Of course family has been invaluable to me. While I was with my son in the hospital, my parents came up and stayed and helped my husband. I know he is forever grateful for what they did. And of course there is my Uncle Tim. He has come and stayed for the last two surgeries, and I know when the next one occurs and we need his help he will be there to spoil all my other kiddos with love while Eli and I are away. I love them and am grateful and will NEVER be able to tell them in enough words or actions what they mean to me.
And finally the relationship with my husband. In all the other blogs I read on this topic almost all have said how the relationships with their husbands have grown for the better. I can't exactly say that.

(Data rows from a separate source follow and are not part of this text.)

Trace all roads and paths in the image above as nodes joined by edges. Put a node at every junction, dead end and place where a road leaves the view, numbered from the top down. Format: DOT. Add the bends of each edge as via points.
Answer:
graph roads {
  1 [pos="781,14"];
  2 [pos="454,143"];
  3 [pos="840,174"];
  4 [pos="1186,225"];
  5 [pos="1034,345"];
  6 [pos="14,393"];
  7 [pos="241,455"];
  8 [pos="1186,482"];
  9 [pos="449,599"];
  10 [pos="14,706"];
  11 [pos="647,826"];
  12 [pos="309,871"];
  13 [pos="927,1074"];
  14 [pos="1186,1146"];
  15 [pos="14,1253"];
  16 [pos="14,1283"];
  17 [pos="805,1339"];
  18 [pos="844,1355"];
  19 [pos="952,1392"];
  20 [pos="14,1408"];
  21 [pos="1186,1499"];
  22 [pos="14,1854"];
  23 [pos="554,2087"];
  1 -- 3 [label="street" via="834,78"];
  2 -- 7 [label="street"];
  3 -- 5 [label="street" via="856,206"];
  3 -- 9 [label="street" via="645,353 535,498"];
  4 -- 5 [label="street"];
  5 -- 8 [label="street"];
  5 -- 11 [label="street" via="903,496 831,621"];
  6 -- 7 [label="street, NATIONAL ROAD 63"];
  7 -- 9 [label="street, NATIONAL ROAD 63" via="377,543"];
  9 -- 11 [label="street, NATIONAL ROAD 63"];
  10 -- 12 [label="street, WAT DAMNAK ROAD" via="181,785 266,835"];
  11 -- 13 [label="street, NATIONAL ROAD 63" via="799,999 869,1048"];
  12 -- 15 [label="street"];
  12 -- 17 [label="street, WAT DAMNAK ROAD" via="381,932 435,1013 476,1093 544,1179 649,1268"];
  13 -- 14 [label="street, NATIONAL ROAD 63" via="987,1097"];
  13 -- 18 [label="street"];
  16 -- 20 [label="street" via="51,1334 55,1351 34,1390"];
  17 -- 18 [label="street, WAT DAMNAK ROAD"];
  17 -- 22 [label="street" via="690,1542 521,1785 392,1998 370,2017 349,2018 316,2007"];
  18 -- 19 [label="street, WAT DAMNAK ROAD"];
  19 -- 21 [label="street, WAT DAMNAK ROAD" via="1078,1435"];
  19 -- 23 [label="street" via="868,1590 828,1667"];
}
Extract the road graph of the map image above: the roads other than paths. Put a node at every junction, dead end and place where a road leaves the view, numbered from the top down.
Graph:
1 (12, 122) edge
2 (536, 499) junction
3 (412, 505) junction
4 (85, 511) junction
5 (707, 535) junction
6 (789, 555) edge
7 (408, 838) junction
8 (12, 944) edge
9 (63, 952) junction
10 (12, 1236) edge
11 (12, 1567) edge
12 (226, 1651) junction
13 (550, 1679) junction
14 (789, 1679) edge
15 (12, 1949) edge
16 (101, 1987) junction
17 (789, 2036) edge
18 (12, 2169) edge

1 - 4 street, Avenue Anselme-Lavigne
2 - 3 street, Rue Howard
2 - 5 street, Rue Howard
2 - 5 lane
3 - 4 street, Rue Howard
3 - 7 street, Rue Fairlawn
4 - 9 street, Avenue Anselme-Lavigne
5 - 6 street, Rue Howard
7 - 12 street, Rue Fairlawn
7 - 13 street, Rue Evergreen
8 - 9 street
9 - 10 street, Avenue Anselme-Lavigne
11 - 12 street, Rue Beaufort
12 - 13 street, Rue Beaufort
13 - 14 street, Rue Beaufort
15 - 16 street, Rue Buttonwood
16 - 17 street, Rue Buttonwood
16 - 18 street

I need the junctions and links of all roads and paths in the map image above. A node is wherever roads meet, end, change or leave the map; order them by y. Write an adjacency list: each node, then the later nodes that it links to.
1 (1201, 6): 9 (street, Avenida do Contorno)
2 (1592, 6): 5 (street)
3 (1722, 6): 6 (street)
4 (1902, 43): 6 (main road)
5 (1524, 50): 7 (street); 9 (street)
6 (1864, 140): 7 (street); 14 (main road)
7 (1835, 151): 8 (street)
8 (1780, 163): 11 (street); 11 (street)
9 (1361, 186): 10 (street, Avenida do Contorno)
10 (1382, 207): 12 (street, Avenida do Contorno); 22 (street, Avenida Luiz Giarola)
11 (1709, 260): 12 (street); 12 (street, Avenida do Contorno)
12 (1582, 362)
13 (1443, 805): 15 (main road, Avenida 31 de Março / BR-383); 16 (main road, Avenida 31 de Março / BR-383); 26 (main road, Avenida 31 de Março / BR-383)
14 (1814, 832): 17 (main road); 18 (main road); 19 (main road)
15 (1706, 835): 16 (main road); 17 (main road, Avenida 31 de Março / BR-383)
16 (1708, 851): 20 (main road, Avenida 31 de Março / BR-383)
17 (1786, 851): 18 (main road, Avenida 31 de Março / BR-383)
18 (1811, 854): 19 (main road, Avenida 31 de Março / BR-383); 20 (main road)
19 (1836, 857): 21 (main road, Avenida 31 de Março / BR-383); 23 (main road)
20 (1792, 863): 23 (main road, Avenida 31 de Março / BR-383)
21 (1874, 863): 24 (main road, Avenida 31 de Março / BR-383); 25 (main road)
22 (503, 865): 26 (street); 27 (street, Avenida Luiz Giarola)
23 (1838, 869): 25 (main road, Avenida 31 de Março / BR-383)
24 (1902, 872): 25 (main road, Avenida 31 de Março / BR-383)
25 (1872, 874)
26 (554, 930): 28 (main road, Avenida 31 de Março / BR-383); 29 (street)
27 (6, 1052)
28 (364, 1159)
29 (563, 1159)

I think we could be so much worse off, but I can't say we got closer either. It has been almost five years and we have just now started to come to terms with some things. My husband recently admitted how scared he has been and how he was terrified to bond fully with Eli. Don't get me wrong he so loves his son more than anyone could, but he stuffed all of his emotions. So when I would talk about Eli's heart he would tell me he would be okay and I just needed to relax. We basically accepted our rolls and that really is what has gotten us through. Now that we have begun to talk more it's gotten a bit easier. He knows when I'm snappy that in truth I'm very concerned fighting to stay away from worried. He's learning how to comfort me and help me let worry go on it's way. I am grateful for that. If I have to go through this with someone, I'm glad it's him.
So as I've grown in this life that is CHD, and I think back to that question "what I did to cause this", I realize it's not what I did to cause it but it's how strong God knows I am. This is a road that I now feel honored to travel because God knows I'm strong enough. I can be truely thankful HE has chosen me for this special journey.